Oil fund’s forced sales send WTI prices plunging
LONDON: Front-month US light crude oil futures prices slumped almost 25 percent yesterday, the second sharp tumble in a week, after the exchange operator ordered a major commodity fund to sell some of its near-dated futures contracts.
United States Oil Fund (USO) announced to investors it would roll its current positions forward over three days between Monday and Wednesday after intervention by the Chicago Mercantile Exchange (CME). USO positions were previously split between contracts for delivery in June (20 percent), July (40 percent), August (20 percent) and September (20 percent), after the fund had already been forced to shift them out of the front-month by recent volatility.
The fund is now shifting its positions even further forward, exiting the June contract altogether, and moving positions to July (30 percent), August (15 percent), September (15 percent), October (15 percent), December (15 percent) and June 2021 (10 percent).

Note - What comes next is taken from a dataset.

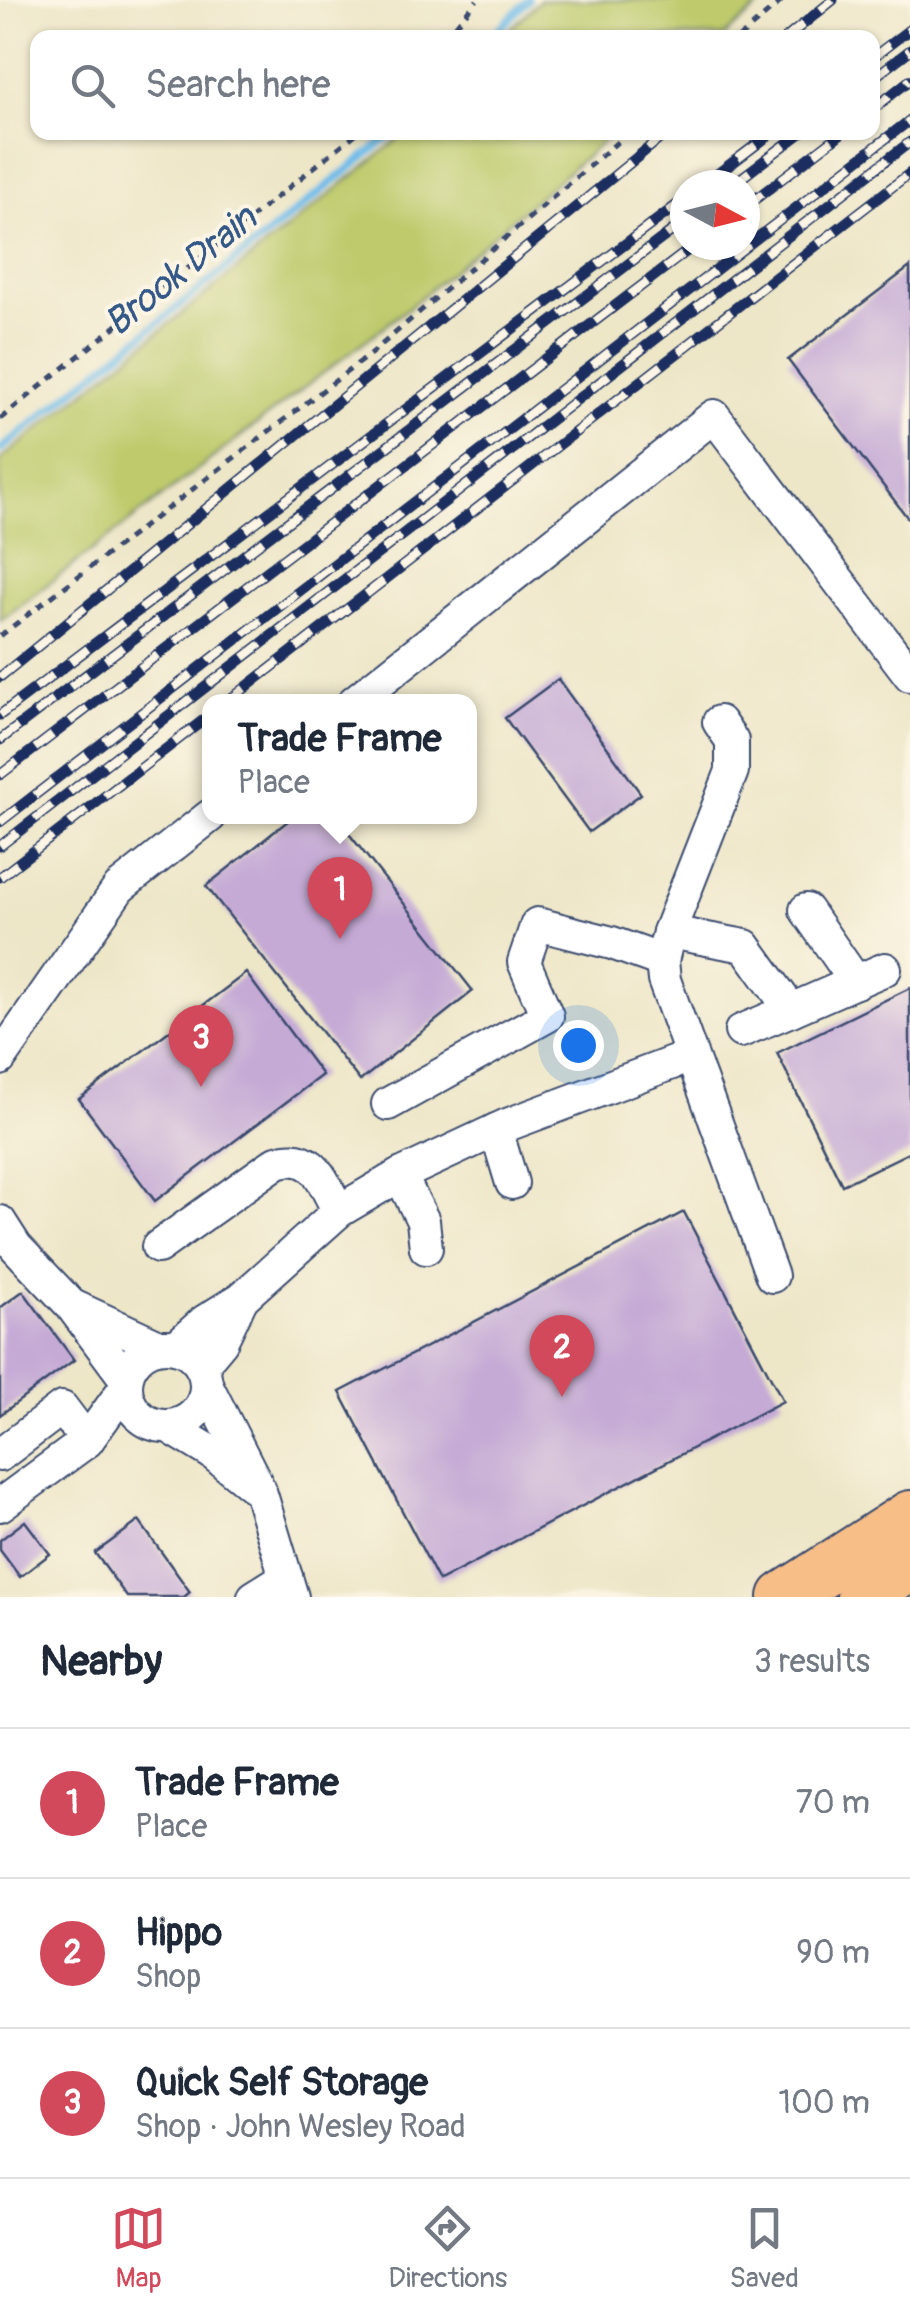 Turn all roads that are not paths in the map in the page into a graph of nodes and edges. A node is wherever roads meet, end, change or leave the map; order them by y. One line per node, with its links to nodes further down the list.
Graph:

USO announced its positions would be rolled forward between April 27 and April 29, with approximately one-third rolled each day, in a filing with the US Securities Exchange Commission (SEC). In its filing, the fund noted there had been “significant market volatility” as a result of the coronavirus pandemic and the recent oil volume war between Saudi Arabia and Russia. It said positions were being rolled because of market conditions, regulatory requirements and risk-mitigation measures being imposed by the futures commission merchant that handles its trades.
Position changes came after the USO received letters from CME instructing it not to exceed new position and accountability limits for the remaining contract months in the second and third quarters.
“We cannot comment on our specific interaction with any market participant or any particular price move,” a spokesperson said in an email to Reuters. “CME Group operates a comprehensive surveillance program - including spot month position limits and accountability levels in order to monitor any concentration concerns - to further ensure our markets function as designed, provide price discovery, and facilitate risk transfer.” But position limits seem to have been intended to keep most of USO’s very large position in light sweet crude oil futures, also known as West Texas Intermediate (WTI), well away from contract expiry dates.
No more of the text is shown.